THE boss of Leeds Bradford Airport (LBA) has claimed he’s powerless to stop airlines running flights whenever they want.

Vincent Hodder said he had no “legal authority” to stop any company using the airport to fly at night, at a tense public meeting with local residents on Thursday night.

One local campaigner later suggested the claim was “nonsense”.

The meeting, at Cookridge Methodist Church, was organised amid rising anger in parts of north-west Leeds at LBA’s approach to night-time flying. Dozens of local people attended, while hundreds more watched a live stream of the meeting at home.

Group for Action on Leeds Bradford Airport (GALBA), a campaign group, has accused the airport of breaching its quota of night-time flights for the second summer running and staged a demonstration outside the church before the meeting. The airport denies the claim, insisting it will be under the limit when British Summertime ends in late October.

Mr Hodder, the airport’s CEO, told residents: “When the airlines apply for landing and take-off slots at the airport, we tell them whether or not we have space at that particular point in time.

“But we don’t have legal authority to tell them not to operate. They can choose to operate even if we tell them they can’t.”

Mr Hodder said the “one caveat” to that process was the “legally enforceable” numerical limit on night flights. But he said LBA had applied to the Department of Transport for an upgrade to the airport’s status, which he said would give it more power to block airlines from running at certain times.

Mr Hodder repeated public denials the airport is seeking to run an unlimited number of flights at night.

LBA has applied to Leeds City Council for a series of certificates of lawful developments (CLEUDs), in an attempt to “clarify” whether or not quieter aircraft can use the site between 11pm and 7am.

But when it was put him that no specified limits would be attached to any of these certificates, if they are granted, Mr Hodder was dismissive.

He said: “That absolutely highlights my key point, which is there are different ways to interpret the conditions (the airport is bound by).

“We’re trying to get to a point where there’s no argument over what the conditions say and what they mean.”

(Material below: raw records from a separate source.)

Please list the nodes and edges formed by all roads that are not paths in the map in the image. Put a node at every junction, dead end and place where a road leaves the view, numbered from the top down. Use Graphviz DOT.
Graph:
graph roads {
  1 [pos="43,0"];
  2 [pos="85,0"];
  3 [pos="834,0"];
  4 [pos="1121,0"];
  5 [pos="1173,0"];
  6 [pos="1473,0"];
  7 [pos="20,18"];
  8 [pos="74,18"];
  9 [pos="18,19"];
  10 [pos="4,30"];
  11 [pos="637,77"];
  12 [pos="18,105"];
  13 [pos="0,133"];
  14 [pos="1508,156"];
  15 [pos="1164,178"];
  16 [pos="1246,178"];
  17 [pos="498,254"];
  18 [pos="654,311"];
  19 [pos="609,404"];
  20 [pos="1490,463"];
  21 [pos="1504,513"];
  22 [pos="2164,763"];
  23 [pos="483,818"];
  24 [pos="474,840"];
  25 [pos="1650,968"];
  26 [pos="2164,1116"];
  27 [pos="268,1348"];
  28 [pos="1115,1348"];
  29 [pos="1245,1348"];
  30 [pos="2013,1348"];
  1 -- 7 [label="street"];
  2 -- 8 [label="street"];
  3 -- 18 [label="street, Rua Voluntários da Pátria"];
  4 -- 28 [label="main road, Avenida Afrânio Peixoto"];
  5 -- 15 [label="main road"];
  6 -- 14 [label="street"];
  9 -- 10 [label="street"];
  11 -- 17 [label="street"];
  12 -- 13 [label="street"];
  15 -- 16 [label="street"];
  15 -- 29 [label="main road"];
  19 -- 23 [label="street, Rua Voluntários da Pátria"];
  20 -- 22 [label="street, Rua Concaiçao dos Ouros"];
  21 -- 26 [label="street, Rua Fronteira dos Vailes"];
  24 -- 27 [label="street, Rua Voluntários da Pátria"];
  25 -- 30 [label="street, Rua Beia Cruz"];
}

He added: “When you say that there will be a ridiculous number of night-time flights, it’s just not true.

“There are a number of things that limit how many flights we can run, not least of which is the physical capacity of the airport.”

Local residents were unconvinced, however, and Mr Hodder was occasionally heckled. Several stood up to say they have been increasingly kept awake all night by low-flying aircraft since the end of the pandemic.

Leeds City Council has said it legally has to make a decision on whether or not to grant the CLEUDs by November 1.

Separately, it says it will be “monitoring” LBA’s night-time flights until the clocks go back later this month, when British Summertime officially ends.

Speaking after the meeting, senior GALBA member Ian Coatman said: “Mr Hodder spent an hour effectively not answering the basic question, which is if he gets the changes he wants will that result in more night flights?

“The answer of course is ‘yes’, but he seemed incapable of providing that clarity.”

Asked about the claim the airport is powerless to stop airlines flying whenever they want, Mr Coatman described the suggestion as “a technicality”.

“What it means is the actual scheduling of slots the airport has is outsourced to another company,” he said.

“If these changes he wants were made and there were no limits to night flights, what that means is the physical allocation of the slots is not their responsibility.

“It’s avoiding the question essentially and saying ‘it’s not our fault’, which is nonsense.”